Review by Amrita Paul

 

On a sunny yet cold Saturday morning, I found myself seated in the beautiful Durham Town Hall listening to Laura Bates read selected passages from her recent book, Girl Up.

The packed audience on the first day of the Durham Book Festival erupts with laughter at Laura’s opening quip, a favourite response to being catcalled:

 

‘My dick is not gonna suck itself.’

 

‘It has obviously got great taste.’

 

Most inside the Town Hall are young women, clutching copies of their books or taking copious notes, listening with rapt attention.

Laura’s one hour session was filled with anecdotes. From her life, when she had just finished university and moved to London to be an actress, along with her boyfriend who had similar career ambitions. While the roles he happened to audition for were nuanced, ‘sensitive architect’ for example, the character descriptions on her end often read along the lines of ‘32DD’ or ‘vixen but virginal’, ‘naïve but fuckable’. She mentions recent statistics which show that less than 20 per cent of speaking parts go to women, and in a third of those cases, the roles are overtly sexualised.

Hers was ‘a slow awakening’ to the normalised and yet rampant sexism around her. Realisation, she says, occurred suddenly over the course of one week, during which she was aggressively propositioned and followed home by a man, subjected to a stranger who held her hand outside a café and refused to let go, and again groped by someone in a bus, where in spite of her shouting out aloud, fellow passengers simply chose to ignore her.  Everybody has a tipping point, and this was hers when she realised the extent to which women normalise the amount of abuse and harassment they face – at work, public spaces, in schools and universities.

This led to Bates starting the Everyday Sexism Project which was to be a simple website where women could send in their stories and experiences, but with over 80,000 entries from all over the world within just a few weeks, this inclusive space spiralled into something which needed the world to take heed and pay attention.

Girl Up! is funny, poignant and timely. It is an extension of the author’s activism, but it is also a handbook for young girls, who often start worrying about their bodies from the time they are as young as five. The fact that sixty per cent of young boys have access to mainstream, abusive and aggressive porn from the age of 14, without any access to sex and healthy relationships education, leads to young girls being raped in their schools. At least one rape is reported across schools in the UK, every day.

A young boy assumes this is what I have to do, that’s what it looks like, if she is crying, she is just enjoying it. And a young girl is stuck in a flux. If she complies, she is a slut or a slag, if she doesn’t she is uptight and a frigid bitch. And yes, more than a third of Britain’s teenage girls have been recently found to be suffering from depression and anxiety.

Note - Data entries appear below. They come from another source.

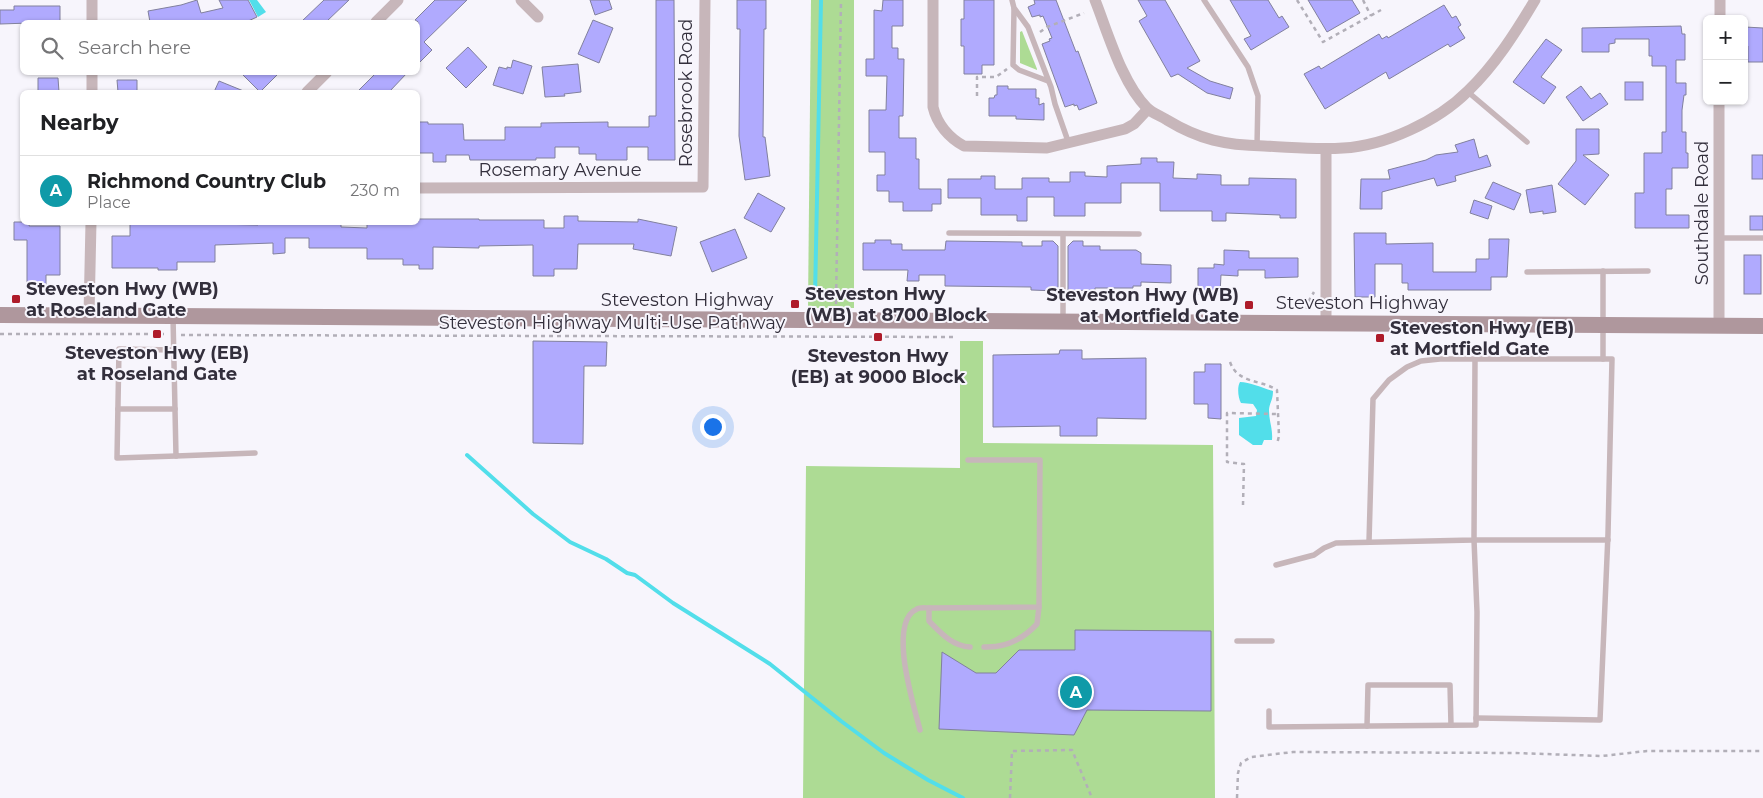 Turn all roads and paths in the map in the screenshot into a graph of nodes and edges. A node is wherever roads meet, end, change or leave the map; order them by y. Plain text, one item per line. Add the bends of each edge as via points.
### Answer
1 (92, 0) edge
2 (398, 0) edge
3 (521, 0) edge
4 (705, 0) edge
5 (841, 0) edge
6 (933, 0) edge
7 (1012, 0) edge
8 (1095, 0) edge
9 (1204, 0) edge
10 (1297, 0) edge
11 (1363, 0) edge
12 (1535, 0) edge
13 (1720, 0) edge
14 (1014, 8) junction
15 (1381, 10) dead end
16 (1084, 13) dead end
17 (1720, 15) edge
18 (1372, 16) junction
19 (538, 17) dead end
20 (92, 20) edge
21 (378, 20) edge
22 (1032, 37) junction
23 (1013, 65) junction
24 (92, 75) edge
25 (324, 75) edge
26 (1048, 80) junction
27 (92, 90) edge
28 (309, 90) edge
29 (1468, 92) junction
30 (977, 96) dead end
31 (1720, 105) edge
32 (1148, 109) junction
33 (1526, 142) dead end
34 (1069, 144) junction
35 (1257, 146) junction
36 (1326, 149) junction
37 (703, 187) joint
38 (420, 188) edge
39 (91, 225) edge
40 (949, 233) dead end
41 (1063, 234) junction
42 (1139, 234) dead end
43 (1719, 238) junction
44 (1763, 238) edge
45 (1603, 271) junction
46 (1648, 271) dead end
47 (1526, 272) dead end
48 (1310, 297) dead end
49 (836, 304) dead end
50 (1307, 304) dead end
51 (0, 315) edge
52 (89, 316) junction
53 (172, 317) junction
54 (1063, 321) junction
55 (1326, 323) junction
56 (1603, 324) junction
57 (1719, 325) junction
58 (1763, 326) edge
59 (0, 334) edge
60 (173, 335) junction
61 (959, 337) dead end
62 (173, 350) junction
63 (1603, 358) junction
64 (1475, 359) junction
65 (1230, 362) dead end
66 (175, 409) junction
67 (118, 410) junction
68 (1277, 414) junction
69 (1277, 444) dead end
70 (255, 453) dead end
71 (176, 456) junction
72 (968, 460) dead end
73 (1243, 506) dead end
74 (1474, 540) junction
75 (1608, 540) junction
76 (1369, 542) junction
77 (1276, 565) dead end
78 (1039, 607) junction
79 (929, 608) junction
80 (1237, 640) dead end
81 (1272, 641) dead end
82 (970, 647) dead end
83 (984, 647) dead end
84 (1269, 712) dead end
85 (1476, 718) junction
86 (1367, 726) junction
87 (1451, 726) junction
88 (920, 730) dead end
89 (1763, 751) edge
90 (1010, 798) edge
91 (1092, 798) edge
92 (1237, 798) edge

1 - 20 street
2 - 21 street
3 - 19 street
4 - 37 street, Rosebrook Road
5 - 49 path
6 - 34 street via 933,102 936,118 943,128 958,143 969,148 1047,148
7 - 14 lane
8 - 32 street via 1121,67
9 - 35 lane via 1248,67 1258,96
10 - 18 path via 1323,42
11 - 18 path
12 - 29 street via 1513,36
13 - 17 street
14 - 22 lane
14 - 23 lane
15 - 18 path
16 - 22 path via 1047,27
22 - 26 lane
23 - 26 lane
23 - 30 path via 996,77 977,77
24 - 27 street
25 - 28 street
26 - 34 lane
29 - 33 lane
29 - 36 street via 1436,116 1402,134 1376,142
31 - 43 street, Southdale Road
32 - 34 street via 1125,129
32 - 35 street via 1202,137 1226,144
35 - 36 street
36 - 55 street
37 - 38 street, Rosemary Avenue
39 - 52 street
40 - 41 lane
41 - 42 lane
41 - 54 lane
43 - 44 lane
43 - 57 street, Southdale Road
45 - 46 lane
45 - 47 lane
45 - 56 lane
48 - 50 path
51 - 52 main road, Steveston Highway
52 - 53 main road, Steveston Highway
53 - 54 main road, Steveston Highway
53 - 60 lane
54 - 55 main road, Steveston Highway
55 - 56 main road, Steveston Highway
56 - 57 main road, Steveston Highway
56 - 63 lane
57 - 58 main road, Steveston Highway
59 - 60 path, Steveston Highway Multi-Use Pathway
60 - 61 path, Steveston Highway Multi-Use Pathway
60 - 62 lane
62 - 66 lane
62 - 67 lane via 119,349
63 - 64 lane
63 - 75 lane via 1612,358
64 - 74 lane
64 - 76 lane via 1421,361 1389,380 1373,399
65 - 68 path via 1233,371 1240,376 1276,390
66 - 67 lane
66 - 71 lane
67 - 71 lane via 117,458
68 - 69 path
68 - 73 path via 1227,413 1227,462 1244,464
70 - 71 lane
72 - 78 lane via 1040,460
74 - 75 lane
74 - 76 lane
74 - 85 lane
75 - 85 lane via 1600,720
76 - 77 lane via 1336,544 1314,555
78 - 79 lane
78 - 83 lane via 1038,624 1021,638
79 - 82 lane via 928,621 950,641
79 - 88 lane via 917,608 908,616 904,630 906,673
80 - 81 lane
84 - 86 lane via 1269,727
85 - 87 lane via 1476,725
86 - 87 lane
86 - 87 lane via 1368,685 1450,685
89 - 92 path via 1647,751 1602,756 1293,752 1251,757 1241,763
90 - 91 path via 1012,750 1072,750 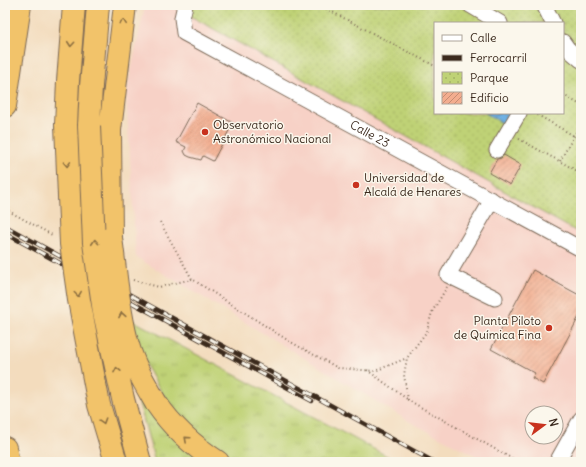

Laura Bates understands that young women are in crisis and we need to do something about it. That the gendered language used to describe mental health issues (see ‘hormonal’ and ‘drama queen’) only aggravates the self-harm.

The problem of exclusion starts when a toddler picks up a stethoscope and someone rushes to comment that she’d grow up to be a nurse, because of course she is a girl and not a boy. It starts when boys are not allowed to play with dolls and girls sent to playschool in frilly frocks which keeps them from comfortably engaging with their environment.

Bates says, ‘It is important to name a problem to solve a problem. Gender inequality has a disproportionate impact on women.’ Feminism is not an obscure tag, demonising men and burning bras, it is acknowledging that women should be paid equal to men, that they could be scientists, doctors, filmmakers, homemakers, whatever it is that they want to be. And young girls should feel at liberty to make these choices.

We need to spread understanding that a woman’s worth is not limited by the shape of her body, or that an act of assault is not her fault even if they were in a short skirt late in the night, drinking, smiling too much or too little.

The session ends on a hopeful note with a final question during which Bates advises her teenaged self, ‘It is not you… you are not the problem. The world is a problem and we can all tackle it together.’